*** Opening Data for the task ***

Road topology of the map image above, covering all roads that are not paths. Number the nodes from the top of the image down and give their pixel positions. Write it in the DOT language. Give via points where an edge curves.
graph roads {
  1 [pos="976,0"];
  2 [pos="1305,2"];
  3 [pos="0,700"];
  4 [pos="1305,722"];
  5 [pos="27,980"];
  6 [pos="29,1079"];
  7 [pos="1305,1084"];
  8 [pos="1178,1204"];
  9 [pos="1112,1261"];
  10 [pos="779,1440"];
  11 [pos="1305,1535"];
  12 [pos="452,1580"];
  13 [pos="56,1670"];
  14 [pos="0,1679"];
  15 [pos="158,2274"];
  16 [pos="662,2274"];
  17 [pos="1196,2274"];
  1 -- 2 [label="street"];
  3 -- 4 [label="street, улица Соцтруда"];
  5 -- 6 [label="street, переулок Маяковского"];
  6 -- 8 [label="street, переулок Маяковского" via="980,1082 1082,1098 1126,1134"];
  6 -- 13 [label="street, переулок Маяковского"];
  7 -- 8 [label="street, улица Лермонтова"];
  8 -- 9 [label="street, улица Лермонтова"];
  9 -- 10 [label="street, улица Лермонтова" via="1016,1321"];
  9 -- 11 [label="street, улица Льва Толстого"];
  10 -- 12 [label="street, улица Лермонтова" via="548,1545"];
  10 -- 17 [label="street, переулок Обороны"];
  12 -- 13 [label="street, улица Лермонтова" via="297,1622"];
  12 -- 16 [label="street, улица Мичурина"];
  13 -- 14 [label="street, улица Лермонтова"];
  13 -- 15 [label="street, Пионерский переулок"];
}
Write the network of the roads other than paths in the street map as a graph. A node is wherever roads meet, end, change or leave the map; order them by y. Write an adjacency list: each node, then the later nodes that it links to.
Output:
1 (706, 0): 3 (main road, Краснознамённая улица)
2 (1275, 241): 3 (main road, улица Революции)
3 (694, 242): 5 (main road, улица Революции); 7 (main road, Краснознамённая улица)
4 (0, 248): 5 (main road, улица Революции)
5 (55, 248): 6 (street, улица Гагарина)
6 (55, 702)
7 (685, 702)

*** Closing Data for the task ***

All of the data above needs to be retyped exactly, with each line as it stands.

Output of the task:
Road topology of the map image above, covering all roads that are not paths. Number the nodes from the top of the image down and give their pixel positions. Write it in the DOT language. Give via points where an edge curves.
graph roads {
  1 [pos="976,0"];
  2 [pos="1305,2"];
  3 [pos="0,700"];
  4 [pos="1305,722"];
  5 [pos="27,980"];
  6 [pos="29,1079"];
  7 [pos="1305,1084"];
  8 [pos="1178,1204"];
  9 [pos="1112,1261"];
  10 [pos="779,1440"];
  11 [pos="1305,1535"];
  12 [pos="452,1580"];
  13 [pos="56,1670"];
  14 [pos="0,1679"];
  15 [pos="158,2274"];
  16 [pos="662,2274"];
  17 [pos="1196,2274"];
  1 -- 2 [label="street"];
  3 -- 4 [label="street, улица Соцтруда"];
  5 -- 6 [label="street, переулок Маяковского"];
  6 -- 8 [label="street, переулок Маяковского" via="980,1082 1082,1098 1126,1134"];
  6 -- 13 [label="street, переулок Маяковского"];
  7 -- 8 [label="street, улица Лермонтова"];
  8 -- 9 [label="street, улица Лермонтова"];
  9 -- 10 [label="street, улица Лермонтова" via="1016,1321"];
  9 -- 11 [label="street, улица Льва Толстого"];
  10 -- 12 [label="street, улица Лермонтова" via="548,1545"];
  10 -- 17 [label="street, переулок Обороны"];
  12 -- 13 [label="street, улица Лермонтова" via="297,1622"];
  12 -- 16 [label="street, улица Мичурина"];
  13 -- 14 [label="street, улица Лермонтова"];
  13 -- 15 [label="street, Пионерский переулок"];
}
Write the network of the roads other than paths in the street map as a graph. A node is wherever roads meet, end, change or leave the map; order them by y. Write an adjacency list: each node, then the later nodes that it links to.
Output:
1 (706, 0): 3 (main road, Краснознамённая улица)
2 (1275, 241): 3 (main road, улица Революции)
3 (694, 242): 5 (main road, улица Революции); 7 (main road, Краснознамённая улица)
4 (0, 248): 5 (main road, улица Революции)
5 (55, 248): 6 (street, улица Гагарина)
6 (55, 702)
7 (685, 702)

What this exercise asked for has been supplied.